# Spar Urethane Advice!



## brentt03 (Jan 12, 2016)

I am working on a bar top and have used Helmsman Spar Urethane.

I brushed on 2 light coats, sanded after the 2nd coat with 800 grit then added a thick layer by foam brush as my 3rd layer.

Problem is this bar isn't 100% level and i need to get rid of some lines; what do you suggest I do to even all this out.

My plan is that once I get it all smooth and the lines out to add Ultra Clear epoxy for the final coat.

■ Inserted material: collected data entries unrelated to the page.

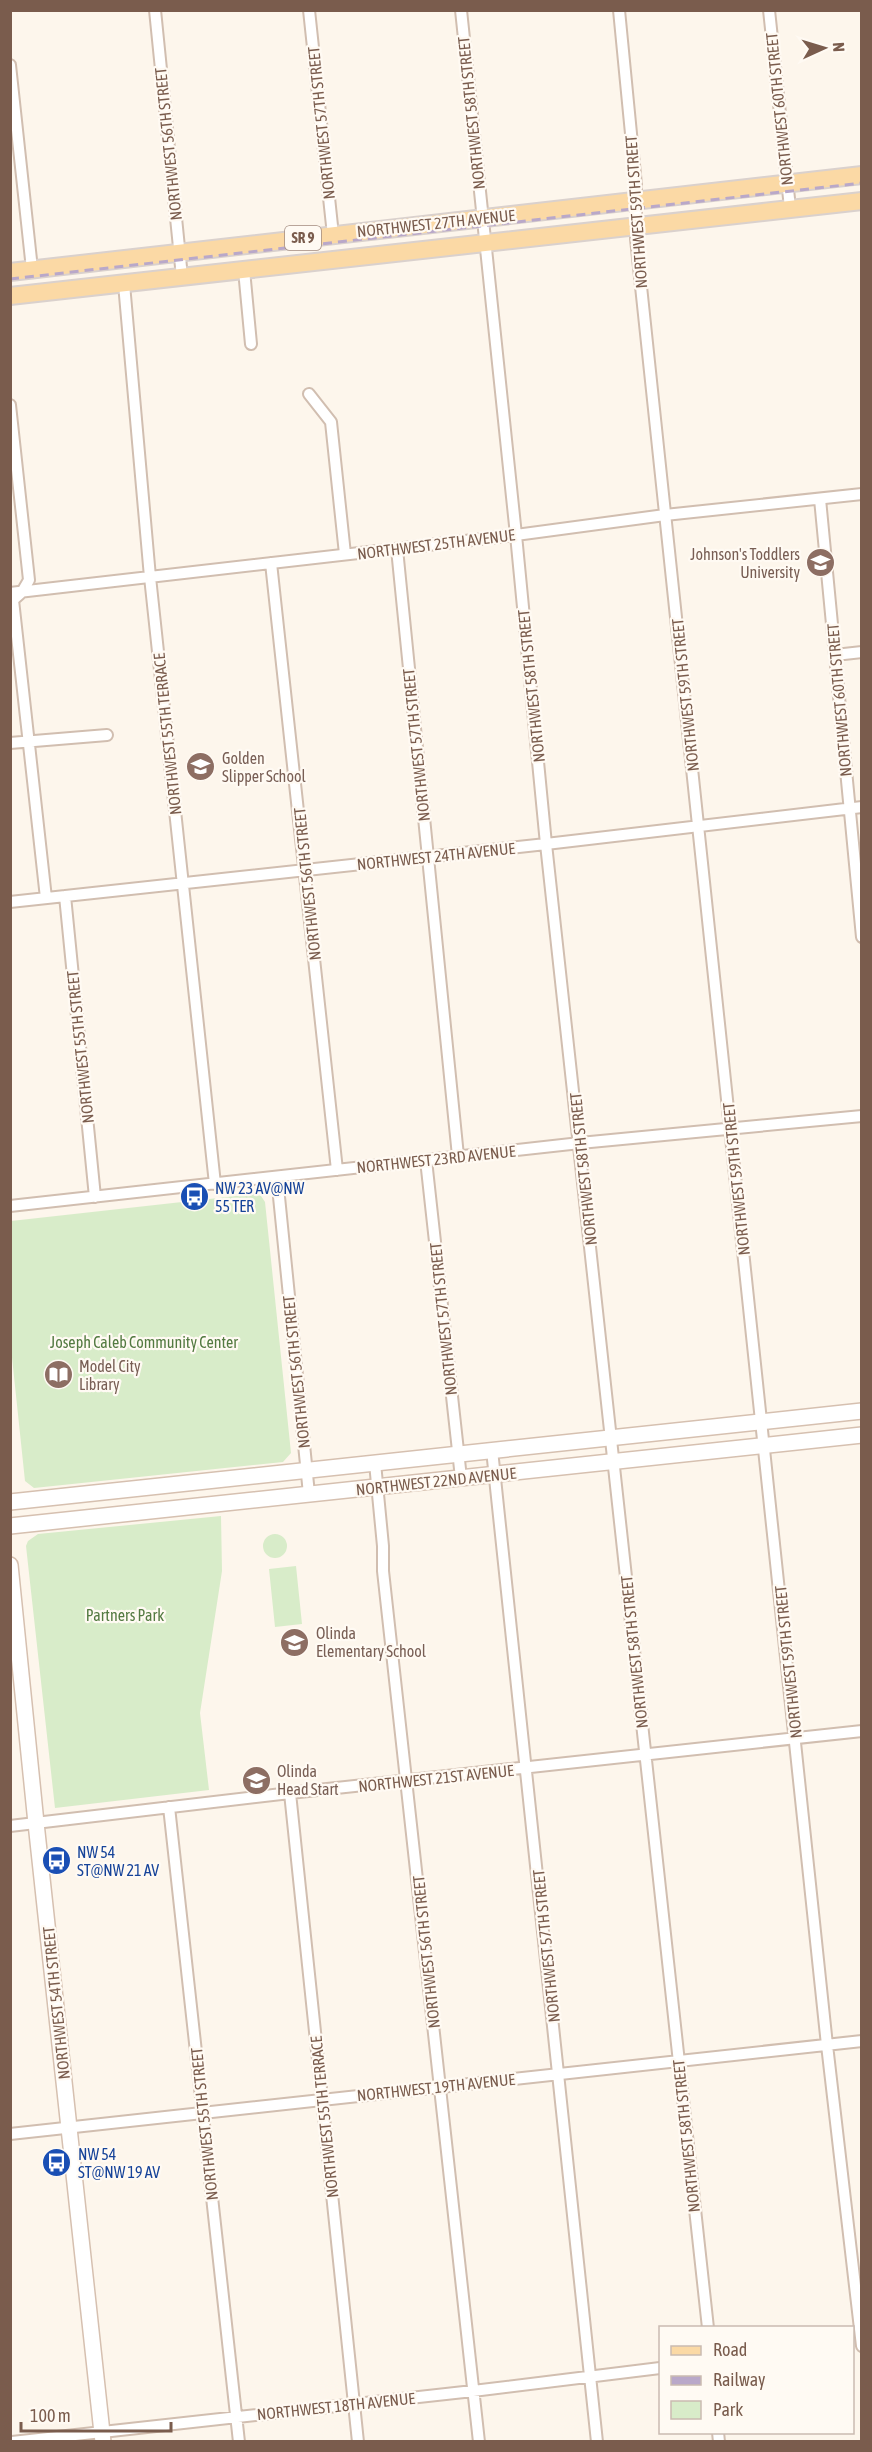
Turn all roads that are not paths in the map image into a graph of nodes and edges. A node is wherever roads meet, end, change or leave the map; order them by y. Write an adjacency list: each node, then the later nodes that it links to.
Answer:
1 (155, 10): 16 (street, NORTHWEST 56TH STREET)
2 (309, 10): 14 (street, NORTHWEST 57TH STREET)
3 (461, 10): 12 (street, NORTHWEST 58TH STREET)
4 (619, 10): 9 (street, NORTHWEST 59TH STREET)
5 (770, 10): 8 (street, NORTHWEST 60TH STREET)
6 (10, 65): 17 (street)
7 (861, 175): 8 (main road, NORTHWEST 27TH AVENUE / SR 9)
8 (787, 184): 9 (main road, NORTHWEST 27TH AVENUE / SR 9); 11 (street, NORTHWEST 60TH STREET)
9 (636, 200): 12 (main road, NORTHWEST 27TH AVENUE / SR 9); 13 (street, NORTHWEST 59TH STREET)
10 (861, 201): 11 (main road, NORTHWEST 27TH AVENUE / SR 9)
11 (790, 208): 13 (main road, NORTHWEST 27TH AVENUE / SR 9)
12 (482, 218): 14 (main road, NORTHWEST 27TH AVENUE / SR 9); 15 (street, NORTHWEST 58TH STREET)
13 (636, 225): 15 (main road, NORTHWEST 27TH AVENUE / SR 9); 28 (street, NORTHWEST 59TH STREET)
14 (333, 235): 16 (main road, NORTHWEST 27TH AVENUE / SR 9)
15 (484, 242): 18 (main road, NORTHWEST 27TH AVENUE / SR 9); 29 (street, NORTHWEST 58TH STREET)
16 (179, 252): 17 (main road, NORTHWEST 27TH AVENUE / SR 9); 20 (street, NORTHWEST 56TH STREET)
17 (32, 269): 19 (main road, NORTHWEST 27TH AVENUE / SR 9)
18 (244, 270): 20 (main road, NORTHWEST 27TH AVENUE / SR 9); 23 (street)
19 (10, 272)
20 (182, 277): 21 (main road, NORTHWEST 27TH AVENUE / SR 9)
21 (124, 284): 22 (main road, NORTHWEST 27TH AVENUE / SR 9); 33 (street, NORTHWEST 55TH TERRACE)
22 (10, 296)
23 (251, 344)
24 (309, 394): 31 (street)
25 (10, 405): 34 (street)
26 (861, 494): 27 (street, NORTHWEST 25TH AVENUE)
27 (820, 499): 28 (street, NORTHWEST 25TH AVENUE); 37 (street, NORTHWEST 60TH STREET)
28 (665, 515): 29 (street, NORTHWEST 25TH AVENUE); 43 (street, NORTHWEST 59TH STREET)
29 (516, 535): 30 (street, NORTHWEST 25TH AVENUE); 44 (street, NORTHWEST 58TH STREET)
30 (397, 549): 31 (street, NORTHWEST 25TH AVENUE); 45 (street, NORTHWEST 57TH STREET)
31 (345, 554): 32 (street, NORTHWEST 25TH AVENUE)
32 (271, 563): 33 (street, NORTHWEST 25TH AVENUE); 46 (street, NORTHWEST 56TH STREET)
33 (150, 577): 34 (street, NORTHWEST 25TH AVENUE); 47 (street, NORTHWEST 55TH TERRACE)
34 (22, 592): 35 (street, NORTHWEST 25TH AVENUE); 39 (street)
35 (10, 593)
36 (861, 652): 37 (street)
37 (835, 655): 42 (street, NORTHWEST 60TH STREET)
38 (107, 735): 39 (street)
39 (27, 741): 40 (street); 49 (street)
40 (10, 743)
41 (861, 807): 42 (street, NORTHWEST 24TH AVENUE)
42 (848, 809): 43 (street, NORTHWEST 24TH AVENUE); 51 (street, NORTHWEST 60TH STREET)
43 (700, 826): 44 (street, NORTHWEST 24TH AVENUE); 53 (street, NORTHWEST 59TH STREET)
44 (546, 844): 45 (street, NORTHWEST 24TH AVENUE); 54 (street, NORTHWEST 58TH STREET)
45 (427, 856): 46 (street, NORTHWEST 24TH AVENUE); 55 (street, NORTHWEST 57TH STREET)
46 (306, 870): 47 (street, NORTHWEST 24TH AVENUE); 57 (street, NORTHWEST 56TH STREET)
47 (183, 883): 48 (street, NORTHWEST 24TH AVENUE); 59 (street, NORTHWEST 55TH TERRACE)
48 (65, 896): 49 (street, NORTHWEST 24TH AVENUE); 60 (street, NORTHWEST 55TH STREET)
49 (46, 898): 50 (street, NORTHWEST 24TH AVENUE)
50 (10, 902)
51 (861, 937)
52 (861, 1116): 53 (street, NORTHWEST 23RD AVENUE)
53 (730, 1129): 54 (street, NORTHWEST 23RD AVENUE); 63 (street, NORTHWEST 59TH STREET)
54 (580, 1143): 55 (street, NORTHWEST 23RD AVENUE); 65 (street, NORTHWEST 58TH STREET)
55 (458, 1156): 56 (street, NORTHWEST 23RD AVENUE)
56 (426, 1161): 57 (street, NORTHWEST 23RD AVENUE); 68 (street, NORTHWEST 57TH STREET)
57 (337, 1170): 58 (street, NORTHWEST 23RD AVENUE)
58 (277, 1177): 59 (street, NORTHWEST 23RD AVENUE); 71 (street, NORTHWEST 56TH STREET)
59 (215, 1184): 60 (street, NORTHWEST 23RD AVENUE)
60 (94, 1197): 61 (street, NORTHWEST 23RD AVENUE)
61 (10, 1206)
62 (861, 1411): 63 (main road, NORTHWEST 22ND AVENUE)
63 (761, 1422): 65 (main road, NORTHWEST 22ND AVENUE); 66 (street, NORTHWEST 59TH STREET)
64 (861, 1435): 66 (main road, NORTHWEST 22ND AVENUE)
65 (610, 1438): 67 (main road, NORTHWEST 22ND AVENUE); 69 (street, NORTHWEST 58TH STREET)
66 (764, 1446): 69 (main road, NORTHWEST 22ND AVENUE); 80 (street, NORTHWEST 59TH STREET)
67 (492, 1450): 68 (main road, NORTHWEST 22ND AVENUE); 72 (street, NORTHWEST 57TH STREET)
68 (458, 1454): 70 (main road, NORTHWEST 22ND AVENUE); 73 (street, NORTHWEST 57TH STREET)
69 (613, 1462): 72 (main road, NORTHWEST 22ND AVENUE); 81 (street, NORTHWEST 58TH STREET)
70 (375, 1463): 71 (main road, NORTHWEST 22ND AVENUE); 74 (street, NORTHWEST 56TH STREET)
71 (307, 1470): 75 (street, NORTHWEST 56TH STREET); 76 (main road, NORTHWEST 22ND AVENUE)
72 (495, 1475): 73 (main road, NORTHWEST 22ND AVENUE); 82 (street, NORTHWEST 57TH STREET)
73 (460, 1478): 74 (main road, NORTHWEST 22ND AVENUE)
74 (378, 1487): 75 (main road, NORTHWEST 22ND AVENUE); 83 (street, NORTHWEST 56TH STREET)
75 (309, 1494): 77 (main road, NORTHWEST 22ND AVENUE)
76 (10, 1502)
77 (10, 1526)
78 (10, 1565): 86 (main road, NORTHWEST 54TH STREET)
79 (861, 1731): 80 (street, NORTHWEST 21ST AVENUE)
80 (796, 1738): 81 (street, NORTHWEST 21ST AVENUE); 89 (street, NORTHWEST 59TH STREET)
81 (645, 1755): 82 (street, NORTHWEST 21ST AVENUE); 90 (street, NORTHWEST 58TH STREET)
82 (526, 1768): 83 (street, NORTHWEST 21ST AVENUE); 91 (street, NORTHWEST 57TH STREET)
83 (407, 1781): 84 (street, NORTHWEST 21ST AVENUE); 92 (street, NORTHWEST 56TH STREET)
84 (290, 1792): 85 (street, NORTHWEST 21ST AVENUE); 93 (street, NORTHWEST 55TH TERRACE)
85 (169, 1807): 86 (street, NORTHWEST 21ST AVENUE); 94 (street, NORTHWEST 55TH STREET)
86 (36, 1823): 87 (street, NORTHWEST 21ST AVENUE); 95 (main road, NORTHWEST 54TH STREET)
87 (10, 1826)
88 (861, 2041): 89 (street, NORTHWEST 19TH AVENUE)
89 (827, 2045): 90 (street, NORTHWEST 19TH AVENUE); 98 (street, NORTHWEST 59TH STREET)
90 (678, 2061): 91 (street, NORTHWEST 19TH AVENUE); 97 (street, NORTHWEST 58TH STREET)
91 (559, 2074): 92 (street, NORTHWEST 19TH AVENUE); 100 (street, NORTHWEST 57TH STREET)
92 (441, 2087): 93 (street, NORTHWEST 19TH AVENUE); 101 (street, NORTHWEST 56TH STREET)
93 (322, 2100): 94 (street, NORTHWEST 19TH AVENUE); 102 (street, NORTHWEST 55TH TERRACE)
94 (202, 2113): 95 (street, NORTHWEST 19TH AVENUE); 103 (street, NORTHWEST 55TH STREET)
95 (69, 2128): 96 (street, NORTHWEST 19TH AVENUE); 104 (main road, NORTHWEST 54TH STREET)
96 (10, 2134)
97 (708, 2326)
98 (861, 2347)
99 (659, 2368): 100 (street, NORTHWEST 18TH AVENUE)
100 (589, 2376): 101 (street, NORTHWEST 18TH AVENUE); 109 (street, NORTHWEST 57TH STREET)
101 (473, 2391): 102 (street, NORTHWEST 18TH AVENUE); 108 (street, NORTHWEST 56TH STREET)
102 (354, 2404): 103 (street, NORTHWEST 18TH AVENUE); 107 (street, NORTHWEST 55TH TERRACE)
103 (236, 2417): 104 (street, NORTHWEST 18TH AVENUE); 106 (street, NORTHWEST 55TH STREET)
104 (103, 2437): 105 (street, NORTHWEST 18TH AVENUE)
105 (12, 2442)
106 (238, 2442)
107 (358, 2442)
108 (478, 2442)
109 (597, 2442)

http://www.bestbartopepoxy.com/epoxy/?gclid=Cj0KEQiA5dK0BRCr49qDzILe74UBEiQA_6gA-hsxU1N3kqFCBUPwqmv525l2bfLB7t76OHdEF156tsoaAjIy8P8HAQ

I've marked in the pic where it needs to be worked on, just wondering if i need a lower grit sandpaper, steel wool or what?

Thanks all!


----------



## TimPa (Jan 27, 2010)

I would block sand with 220, but not aggressively. then apply another coat of spar.

trick with spar is to not overwork it when applying it. it will self level. put it on and let it go. usually we bristle brush spar.

have to watch that in this cold weather tho, all has to be warm.

after some use you will likely not see any lines.


----------



## Steve Neul (Sep 2, 2011)

You just can't do what you are attempting. You can fix the spar but you can't put epoxy over the top. You also shouldn't put a thick coat on at once. This can cause leveling problems by itself. 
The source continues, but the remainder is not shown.